Ephraim doesn’t bluff. He doesn’t make idle threats. When he says he’ll handle it, he means it—and the Gulf Pack’s idea of handling things doesn’t leave much room for negotiation.
They’ll send more hunters…real ones this time, not just looking for intel, but looking to steal women.
Magnolia. Peaches. Anyone they thought had value.
My hands tighten around the beacon, the edges biting into my palms. My wolf snarls, pacing in the back of my mind, its agitation feeding my own. They can’t touch her. I won’t let them. But the thought of what it might take to protect her—what I’d have to sacrifice—makes my chest tighten.
If I tell the pack what I know…then they’ll all know I came here under false pretenses.
They could kick me out, or worse. I might never see Magnolia again.
I stare at the screen, the cursor blinking like it’s mocking me, and for a moment, I’m tempted to smash the damn thing. To rip it apart and end the connection once and for all. But I know better. Ephraim would just send someone else. Someone worse. And they wouldn’t stop until they’d torn this place apart.
I shove the beacon back into its hiding spot, covering it with the junk I’d piled on top. My heart pounds as I stand, my mind racing through possibilities, none of them good.
I lean back against the wall, closing my eyes and letting out a long, slow breath. My wolf is still pacing, restless and agitated, growling for action. It’s always been this way when I’m backed into a corner—fight or flight. But this time, neither option feels right. Not yet.
I could go to Reyes. Tell him everything. Spill my guts about why I came here, what the Gulf Pack wants, what they’ll do if I don’t deliver. It’s the logical move. The one that would save me from having to handle this alone. But the thought of seeing Magnolia’s face when she finds out—the hurt, the betrayal—it’s enough to make me sick.

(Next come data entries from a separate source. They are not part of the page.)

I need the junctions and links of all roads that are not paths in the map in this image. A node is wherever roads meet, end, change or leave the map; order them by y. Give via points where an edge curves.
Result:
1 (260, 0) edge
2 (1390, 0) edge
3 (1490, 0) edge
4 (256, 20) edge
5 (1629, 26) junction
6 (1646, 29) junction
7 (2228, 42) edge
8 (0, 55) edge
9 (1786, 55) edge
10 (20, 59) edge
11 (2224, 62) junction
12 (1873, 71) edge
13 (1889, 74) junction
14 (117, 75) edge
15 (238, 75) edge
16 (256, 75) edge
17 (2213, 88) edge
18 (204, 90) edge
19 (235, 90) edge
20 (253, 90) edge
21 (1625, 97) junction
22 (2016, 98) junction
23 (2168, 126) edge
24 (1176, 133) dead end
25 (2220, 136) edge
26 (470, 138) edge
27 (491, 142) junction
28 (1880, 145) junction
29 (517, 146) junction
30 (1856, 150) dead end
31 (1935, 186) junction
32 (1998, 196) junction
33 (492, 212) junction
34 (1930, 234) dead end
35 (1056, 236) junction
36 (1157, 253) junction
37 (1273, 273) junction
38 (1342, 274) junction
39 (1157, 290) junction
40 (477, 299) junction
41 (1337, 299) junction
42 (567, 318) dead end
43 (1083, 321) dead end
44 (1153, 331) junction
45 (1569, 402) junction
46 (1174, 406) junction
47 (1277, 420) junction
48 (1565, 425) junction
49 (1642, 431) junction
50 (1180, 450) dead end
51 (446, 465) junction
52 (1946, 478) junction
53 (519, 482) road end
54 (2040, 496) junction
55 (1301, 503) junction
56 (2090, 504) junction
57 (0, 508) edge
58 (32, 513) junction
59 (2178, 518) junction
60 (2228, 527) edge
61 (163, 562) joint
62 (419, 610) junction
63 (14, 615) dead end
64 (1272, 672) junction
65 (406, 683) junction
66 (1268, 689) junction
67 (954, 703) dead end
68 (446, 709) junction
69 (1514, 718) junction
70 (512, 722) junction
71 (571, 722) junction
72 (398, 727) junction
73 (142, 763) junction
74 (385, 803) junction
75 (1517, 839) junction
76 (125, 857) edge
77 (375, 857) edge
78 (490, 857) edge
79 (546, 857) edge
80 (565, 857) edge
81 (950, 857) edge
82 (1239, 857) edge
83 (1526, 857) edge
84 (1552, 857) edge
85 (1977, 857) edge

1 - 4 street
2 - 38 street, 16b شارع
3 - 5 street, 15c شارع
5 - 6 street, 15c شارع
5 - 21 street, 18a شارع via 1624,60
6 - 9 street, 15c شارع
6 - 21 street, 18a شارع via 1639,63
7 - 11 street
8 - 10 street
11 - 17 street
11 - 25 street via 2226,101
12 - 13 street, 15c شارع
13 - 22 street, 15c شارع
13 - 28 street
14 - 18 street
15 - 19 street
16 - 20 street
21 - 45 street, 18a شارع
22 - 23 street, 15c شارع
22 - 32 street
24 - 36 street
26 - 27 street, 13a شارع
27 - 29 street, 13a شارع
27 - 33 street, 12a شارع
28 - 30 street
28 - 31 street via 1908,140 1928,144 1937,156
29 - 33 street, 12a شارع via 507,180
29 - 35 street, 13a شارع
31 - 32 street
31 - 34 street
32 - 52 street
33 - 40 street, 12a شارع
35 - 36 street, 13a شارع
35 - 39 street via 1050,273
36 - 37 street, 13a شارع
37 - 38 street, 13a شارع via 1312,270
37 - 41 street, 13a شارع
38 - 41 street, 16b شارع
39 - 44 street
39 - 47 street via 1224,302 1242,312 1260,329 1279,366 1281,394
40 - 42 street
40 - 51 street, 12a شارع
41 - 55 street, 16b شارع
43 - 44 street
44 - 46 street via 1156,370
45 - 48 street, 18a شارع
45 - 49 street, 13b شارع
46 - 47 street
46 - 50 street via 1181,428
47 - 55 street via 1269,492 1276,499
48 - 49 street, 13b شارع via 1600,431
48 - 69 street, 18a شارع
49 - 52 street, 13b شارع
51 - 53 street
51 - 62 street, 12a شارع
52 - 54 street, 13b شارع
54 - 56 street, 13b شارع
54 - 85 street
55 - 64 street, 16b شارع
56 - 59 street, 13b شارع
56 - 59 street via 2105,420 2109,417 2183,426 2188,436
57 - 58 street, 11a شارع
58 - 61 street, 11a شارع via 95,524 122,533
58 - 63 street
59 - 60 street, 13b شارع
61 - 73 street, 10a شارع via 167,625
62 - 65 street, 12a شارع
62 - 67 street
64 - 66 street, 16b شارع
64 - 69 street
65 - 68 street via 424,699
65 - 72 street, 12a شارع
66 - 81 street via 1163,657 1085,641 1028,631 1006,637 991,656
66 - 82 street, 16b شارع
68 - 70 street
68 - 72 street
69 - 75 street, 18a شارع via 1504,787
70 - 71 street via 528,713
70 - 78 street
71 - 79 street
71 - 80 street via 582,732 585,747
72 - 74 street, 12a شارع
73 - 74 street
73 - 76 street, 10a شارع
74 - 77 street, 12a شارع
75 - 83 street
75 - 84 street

And if I don’t tell anyone? If I keep this to myself, play it cool, try to buy time? It’s a gamble. A dangerous one. But it’s the only way I can think of to keep Magnolia safe without risking the fragile connection we’ve built.
For now.
I push off the wall and start pacing the small room, my boots scuffing against the concrete floor. My wolf growls low in my chest, a deep, guttural sound that echoes my own frustration. I feel like a ticking bomb, every second bringing me closer to the moment I have to make a choice.
But not tonight. Not yet.
I glance at the beacon’s hiding spot one last time, making sure everything is in place, before stepping out of the office and back into the workshop. The mess Frankie left behind is still scattered across the room, and for a moment, I let myself focus on the small, mundane task of cleaning up. Tools in their places. Papers stacked neatly. Drawers closed.
It’s a delay tactic, and I know it. But it’s all I’ve got right now.
I pull open a drawer and grab a rag, wiping down the workbench as my mind races. The Gulf Pack isn’t going to wait forever. Ephraim’s patience has always been thin, and his threats aren’t empty. If I don’t make contact soon, they’ll send someone else. Someone who won’t hesitate to do what I’ve been avoiding.
My grip tightens on the rag, the fabric twisting in my hands. I can see Magnolia’s face in my mind, her smile, the way her eyes light up when she talks about the stars, the way she looks at me like I’m someone worth believing in.
I don’t deserve that look. Not when I’ve lied to her. Not when I’ve kept things from her. But the thought of losing it—of losing her—it’s unbearable.
I toss the rag onto the workbench and lean forward, bracing my hands on the edge. My head hangs low, and for a moment, I just let myself breathe. In and out. Steady. Controlled.
I don’t have a plan. Not yet. But I’ll figure it out. I always do.
For now, I’ll wait. I’ll think. I’ll sleep on it and see if the morning brings any clarity.
It’s a thin thread to hold onto, but it’s all I’ve got. And if there’s one thing I’ve learned in this life, it’s how to survive on less.
As I head for the cot in the corner, my wolf finally starts to settle, its growl fading into a low, simmering hum. The workshop is quiet again, the hum of the den outside barely audible through the thick walls.
I lie down, the weight of the day pressing heavy on my chest, and close my eyes.